MSN Messenger Connect for Enterprises, which is expected to ship before April 1, 2003, will offer auditing, logging and management features required by corporations that are increasingly looking to use IM as a communications tool.

The service will offer a namespace that integrates Passport identifications and corporate IDs stored in Active Directory to facilitate centralized IT user administration.  Today, Passport identifications are managed individually.

Additionally, Microsoft will offer corporations the chance to purchase a unique namespace on the MSN service, which would allow a company to use its own name for its instant messaging identity. For instance, Network World could buy the namespace "@ network world”.

The service is a precursor to the sort of enterprise instant messaging features Microsoft plans to introduce with its real-time communications server for instant messaging, voice and video code-named Greenwich, which is expected to ship in the middle of next year.

Connect for Enterprises will be offered on a yearly subscription basis starting at $24 per user with volume discounts down to $12. The subscription includes the licensing, connectivity, namespace and ID control, and premier support.

“We are providing the enterprise with a variety of management tools to use instant messaging with external customers,” says Larry Grothaus, lead product manager for MSN.
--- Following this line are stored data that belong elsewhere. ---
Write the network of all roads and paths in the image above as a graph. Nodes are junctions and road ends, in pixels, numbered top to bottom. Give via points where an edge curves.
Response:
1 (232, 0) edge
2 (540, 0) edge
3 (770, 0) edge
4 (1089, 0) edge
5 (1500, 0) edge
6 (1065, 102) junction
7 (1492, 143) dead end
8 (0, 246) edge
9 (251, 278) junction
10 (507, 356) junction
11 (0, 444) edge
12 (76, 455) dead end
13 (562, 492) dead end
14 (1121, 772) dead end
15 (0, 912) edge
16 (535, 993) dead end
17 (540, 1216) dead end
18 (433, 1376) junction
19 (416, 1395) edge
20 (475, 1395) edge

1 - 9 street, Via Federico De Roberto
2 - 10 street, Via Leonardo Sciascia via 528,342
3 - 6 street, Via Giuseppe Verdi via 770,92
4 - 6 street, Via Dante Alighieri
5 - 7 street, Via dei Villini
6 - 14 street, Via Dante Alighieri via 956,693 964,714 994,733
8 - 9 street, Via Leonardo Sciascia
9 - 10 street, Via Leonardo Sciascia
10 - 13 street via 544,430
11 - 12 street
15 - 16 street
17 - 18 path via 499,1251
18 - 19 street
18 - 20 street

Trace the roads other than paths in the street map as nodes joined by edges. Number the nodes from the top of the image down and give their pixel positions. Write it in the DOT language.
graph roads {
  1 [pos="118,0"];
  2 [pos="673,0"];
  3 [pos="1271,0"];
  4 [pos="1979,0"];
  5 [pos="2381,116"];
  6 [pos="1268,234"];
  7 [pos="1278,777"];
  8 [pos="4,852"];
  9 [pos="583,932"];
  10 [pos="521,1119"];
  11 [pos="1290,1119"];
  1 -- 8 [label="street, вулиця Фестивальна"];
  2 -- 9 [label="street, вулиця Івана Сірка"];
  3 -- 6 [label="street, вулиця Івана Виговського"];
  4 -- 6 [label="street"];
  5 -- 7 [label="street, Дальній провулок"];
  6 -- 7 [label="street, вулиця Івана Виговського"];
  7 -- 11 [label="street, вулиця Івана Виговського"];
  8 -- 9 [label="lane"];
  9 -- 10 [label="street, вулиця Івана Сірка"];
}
As part of the service, users will have to deploy a third-party gateway from IMLogic or FaceTime Communications for managing IM traffic. Microsoft has asked those vendors to integrate the Passport application-programming interface into their products so that Active Directory can be linked with the Passport service. The gateway will listen for the MSNMP instant messaging protocol and log those conversations. Users will have to run Windows 2000 and SQL Server 2000 to support the logging and auditing features.

Microsoft is reacting to the intense popularity of instant messaging and its grass roots explosion in corporations, where network executives are scrambling to manage its use.

Instant messaging is used either sanctioned or unsanctioned in 84% of companies with that number expected to climb to 93% in 12 months, according to a September survey of 196 respondents by Osterman Research. That same survey showed that 60% of company’s use AOL Instant Messenger, while 50% use MSN Messenger and 45% Yahoo Messenger. 

AOL last week offered its own AIM Enterprise Gateway for companies looking to manage its IM service. In October, Yahoo said it also would offer enterprise support for its IM service.

All of the providers are looking for ways to generate revenue from their IM services, which are free and have taken off like wildfire.